== Records shown
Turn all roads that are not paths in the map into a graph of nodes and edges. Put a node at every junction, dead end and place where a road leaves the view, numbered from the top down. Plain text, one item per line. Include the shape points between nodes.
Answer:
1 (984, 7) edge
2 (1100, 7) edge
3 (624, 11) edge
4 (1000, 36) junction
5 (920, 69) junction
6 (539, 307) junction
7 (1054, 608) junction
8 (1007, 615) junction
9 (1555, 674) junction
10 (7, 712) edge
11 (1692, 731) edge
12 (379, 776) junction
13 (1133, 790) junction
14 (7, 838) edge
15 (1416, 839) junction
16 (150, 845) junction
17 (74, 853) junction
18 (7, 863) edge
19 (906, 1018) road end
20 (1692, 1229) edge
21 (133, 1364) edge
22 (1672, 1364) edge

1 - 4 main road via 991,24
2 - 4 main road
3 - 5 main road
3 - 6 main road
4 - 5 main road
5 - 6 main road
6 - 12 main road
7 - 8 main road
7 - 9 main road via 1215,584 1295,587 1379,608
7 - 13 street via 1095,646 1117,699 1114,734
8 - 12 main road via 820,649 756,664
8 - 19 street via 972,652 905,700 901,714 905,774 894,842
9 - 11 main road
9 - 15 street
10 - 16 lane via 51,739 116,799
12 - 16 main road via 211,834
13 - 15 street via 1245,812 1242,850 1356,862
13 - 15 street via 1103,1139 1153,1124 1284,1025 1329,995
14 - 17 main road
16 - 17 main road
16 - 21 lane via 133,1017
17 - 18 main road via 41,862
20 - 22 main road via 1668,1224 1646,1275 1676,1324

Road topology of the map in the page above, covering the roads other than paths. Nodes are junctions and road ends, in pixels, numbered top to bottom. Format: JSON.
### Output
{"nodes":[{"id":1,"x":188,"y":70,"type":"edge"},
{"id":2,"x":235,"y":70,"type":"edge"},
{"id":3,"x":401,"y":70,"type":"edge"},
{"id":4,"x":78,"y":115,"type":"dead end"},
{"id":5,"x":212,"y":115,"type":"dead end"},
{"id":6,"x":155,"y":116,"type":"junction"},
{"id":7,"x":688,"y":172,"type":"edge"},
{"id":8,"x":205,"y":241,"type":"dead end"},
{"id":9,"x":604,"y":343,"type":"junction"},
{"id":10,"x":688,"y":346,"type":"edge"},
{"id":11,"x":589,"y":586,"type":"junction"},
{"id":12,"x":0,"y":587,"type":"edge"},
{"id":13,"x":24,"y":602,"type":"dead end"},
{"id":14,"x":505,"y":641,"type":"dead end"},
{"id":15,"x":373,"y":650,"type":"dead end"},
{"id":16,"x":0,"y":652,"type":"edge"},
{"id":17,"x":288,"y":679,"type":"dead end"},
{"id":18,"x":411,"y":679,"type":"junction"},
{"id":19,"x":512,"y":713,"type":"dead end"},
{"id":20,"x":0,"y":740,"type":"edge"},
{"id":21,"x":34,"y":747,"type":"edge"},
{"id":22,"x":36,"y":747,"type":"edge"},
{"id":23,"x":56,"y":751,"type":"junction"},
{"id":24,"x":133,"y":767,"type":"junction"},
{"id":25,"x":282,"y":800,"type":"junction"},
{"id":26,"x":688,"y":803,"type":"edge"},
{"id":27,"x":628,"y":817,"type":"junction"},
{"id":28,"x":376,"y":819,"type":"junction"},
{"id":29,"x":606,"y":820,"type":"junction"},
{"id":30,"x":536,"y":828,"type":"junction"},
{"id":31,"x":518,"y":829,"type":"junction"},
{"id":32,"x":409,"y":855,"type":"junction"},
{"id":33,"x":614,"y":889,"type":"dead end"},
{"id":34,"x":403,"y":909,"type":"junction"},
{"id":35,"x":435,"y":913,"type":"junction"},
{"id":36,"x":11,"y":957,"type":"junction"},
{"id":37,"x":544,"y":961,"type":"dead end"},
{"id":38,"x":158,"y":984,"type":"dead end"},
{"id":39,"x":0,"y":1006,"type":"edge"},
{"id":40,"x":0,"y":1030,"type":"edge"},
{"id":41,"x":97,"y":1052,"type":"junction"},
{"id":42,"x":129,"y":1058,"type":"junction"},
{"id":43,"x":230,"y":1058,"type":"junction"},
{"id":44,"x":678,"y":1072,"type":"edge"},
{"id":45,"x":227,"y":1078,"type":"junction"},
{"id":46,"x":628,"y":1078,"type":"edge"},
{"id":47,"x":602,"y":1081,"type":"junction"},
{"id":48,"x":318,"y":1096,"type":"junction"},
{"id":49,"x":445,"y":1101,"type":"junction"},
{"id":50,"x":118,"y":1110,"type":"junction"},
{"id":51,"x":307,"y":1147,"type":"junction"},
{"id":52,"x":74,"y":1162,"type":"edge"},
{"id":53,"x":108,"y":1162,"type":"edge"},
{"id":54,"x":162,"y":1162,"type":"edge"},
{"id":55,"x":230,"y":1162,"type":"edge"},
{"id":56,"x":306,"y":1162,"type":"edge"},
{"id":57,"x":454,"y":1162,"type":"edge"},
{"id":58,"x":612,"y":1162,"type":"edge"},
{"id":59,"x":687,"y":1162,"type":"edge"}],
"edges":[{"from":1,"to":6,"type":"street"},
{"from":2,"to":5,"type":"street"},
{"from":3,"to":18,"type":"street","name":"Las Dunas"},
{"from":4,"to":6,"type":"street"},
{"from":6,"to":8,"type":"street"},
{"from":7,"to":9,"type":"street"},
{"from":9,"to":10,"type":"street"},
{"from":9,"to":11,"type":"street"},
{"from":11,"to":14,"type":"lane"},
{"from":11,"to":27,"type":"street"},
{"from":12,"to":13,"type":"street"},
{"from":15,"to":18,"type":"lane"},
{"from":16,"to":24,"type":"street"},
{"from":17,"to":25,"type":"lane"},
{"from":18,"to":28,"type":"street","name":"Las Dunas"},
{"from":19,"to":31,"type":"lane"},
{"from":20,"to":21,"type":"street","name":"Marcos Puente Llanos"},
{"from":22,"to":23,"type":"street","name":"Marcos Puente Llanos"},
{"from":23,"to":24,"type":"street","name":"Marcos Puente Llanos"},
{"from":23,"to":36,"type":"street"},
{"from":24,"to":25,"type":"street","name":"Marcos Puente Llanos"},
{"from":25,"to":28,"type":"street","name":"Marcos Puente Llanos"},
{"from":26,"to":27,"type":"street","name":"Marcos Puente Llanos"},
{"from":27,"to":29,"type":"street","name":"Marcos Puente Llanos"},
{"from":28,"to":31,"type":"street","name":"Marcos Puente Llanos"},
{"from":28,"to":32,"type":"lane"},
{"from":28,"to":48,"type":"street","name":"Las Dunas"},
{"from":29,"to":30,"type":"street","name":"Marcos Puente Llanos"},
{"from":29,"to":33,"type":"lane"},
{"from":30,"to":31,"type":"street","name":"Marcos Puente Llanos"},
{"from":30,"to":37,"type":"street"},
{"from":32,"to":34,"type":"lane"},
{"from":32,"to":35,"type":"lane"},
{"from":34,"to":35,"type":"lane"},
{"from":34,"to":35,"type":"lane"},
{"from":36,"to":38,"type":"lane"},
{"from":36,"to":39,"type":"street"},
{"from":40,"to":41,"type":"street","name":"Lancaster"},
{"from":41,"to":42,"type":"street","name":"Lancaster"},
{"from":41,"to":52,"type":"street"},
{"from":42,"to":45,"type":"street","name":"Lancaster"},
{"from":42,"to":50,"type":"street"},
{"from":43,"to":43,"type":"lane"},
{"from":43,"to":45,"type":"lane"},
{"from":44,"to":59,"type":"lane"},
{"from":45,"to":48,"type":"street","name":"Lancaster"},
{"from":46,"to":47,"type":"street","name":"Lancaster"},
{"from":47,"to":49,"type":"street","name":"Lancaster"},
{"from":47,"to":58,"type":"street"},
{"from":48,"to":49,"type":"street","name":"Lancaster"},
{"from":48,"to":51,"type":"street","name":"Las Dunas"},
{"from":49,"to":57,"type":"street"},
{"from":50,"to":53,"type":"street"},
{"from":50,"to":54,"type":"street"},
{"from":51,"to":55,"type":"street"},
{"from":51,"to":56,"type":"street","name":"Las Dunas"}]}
====
**What you should do**
Search the entries for "Dunas" and copy out each line that has it.

**Result for this exercise**
{"from":3,"to":18,"type":"street","name":"Las Dunas"},
{"from":18,"to":28,"type":"street","name":"Las Dunas"},
{"from":28,"to":48,"type":"street","name":"Las Dunas"},
{"from":48,"to":51,"type":"street","name":"Las Dunas"},
{"from":51,"to":56,"type":"street","name":"Las Dunas"}]}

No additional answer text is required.